■ SUPPLIED MATERIAL
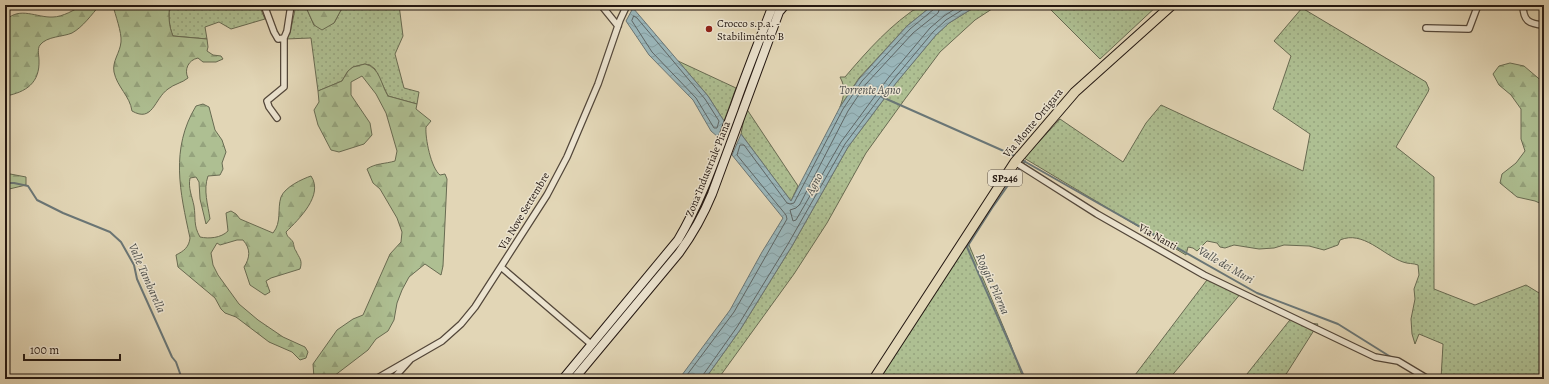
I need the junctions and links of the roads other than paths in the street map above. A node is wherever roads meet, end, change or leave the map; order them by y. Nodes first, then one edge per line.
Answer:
1 (264, 5) edge
2 (291, 5) edge
3 (601, 5) edge
4 (627, 5) edge
5 (773, 5) edge
6 (785, 5) edge
7 (1172, 5) edge
8 (1478, 5) edge
9 (1523, 5) edge
10 (619, 23) junction
11 (1544, 25) edge
12 (1426, 28) dead end
13 (284, 38) junction
14 (277, 118) dead end
15 (1015, 162) junction
16 (501, 267) junction
17 (592, 345) junction
18 (413, 357) junction
19 (376, 379) edge
20 (393, 379) edge
21 (563, 379) edge
22 (574, 379) edge
23 (874, 379) edge
24 (1428, 379) edge

1 - 13 street
2 - 13 street
3 - 10 street
4 - 10 street, Via Nove Settembre
5 - 17 main road, Zona Industriale Piana
6 - 22 main road, Zona Industriale Piana
7 - 15 main road, Via Monte Ortigara / SP246
8 - 12 street
9 - 11 street
10 - 16 street, Via Nove Settembre
13 - 14 street
15 - 23 main road, Via Monte Ortigara / SP246
15 - 24 street, Via Nanti
16 - 17 street
16 - 18 street, Via Nove Settembre
17 - 21 main road, Zona Industriale Piana
18 - 19 street, Via Nove Settembre
18 - 20 street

■ TASK ITEM
What I need is every record written out exactly, minus the pictures.

■ ANSWER AREA
I need the junctions and links of the roads other than paths in the street map above. A node is wherever roads meet, end, change or leave the map; order them by y. Nodes first, then one edge per line.
Answer:
1 (264, 5) edge
2 (291, 5) edge
3 (601, 5) edge
4 (627, 5) edge
5 (773, 5) edge
6 (785, 5) edge
7 (1172, 5) edge
8 (1478, 5) edge
9 (1523, 5) edge
10 (619, 23) junction
11 (1544, 25) edge
12 (1426, 28) dead end
13 (284, 38) junction
14 (277, 118) dead end
15 (1015, 162) junction
16 (501, 267) junction
17 (592, 345) junction
18 (413, 357) junction
19 (376, 379) edge
20 (393, 379) edge
21 (563, 379) edge
22 (574, 379) edge
23 (874, 379) edge
24 (1428, 379) edge

1 - 13 street
2 - 13 street
3 - 10 street
4 - 10 street, Via Nove Settembre
5 - 17 main road, Zona Industriale Piana
6 - 22 main road, Zona Industriale Piana
7 - 15 main road, Via Monte Ortigara / SP246
8 - 12 street
9 - 11 street
10 - 16 street, Via Nove Settembre
13 - 14 street
15 - 23 main road, Via Monte Ortigara / SP246
15 - 24 street, Via Nanti
16 - 17 street
16 - 18 street, Via Nove Settembre
17 - 21 main road, Zona Industriale Piana
18 - 19 street, Via Nove Settembre
18 - 20 street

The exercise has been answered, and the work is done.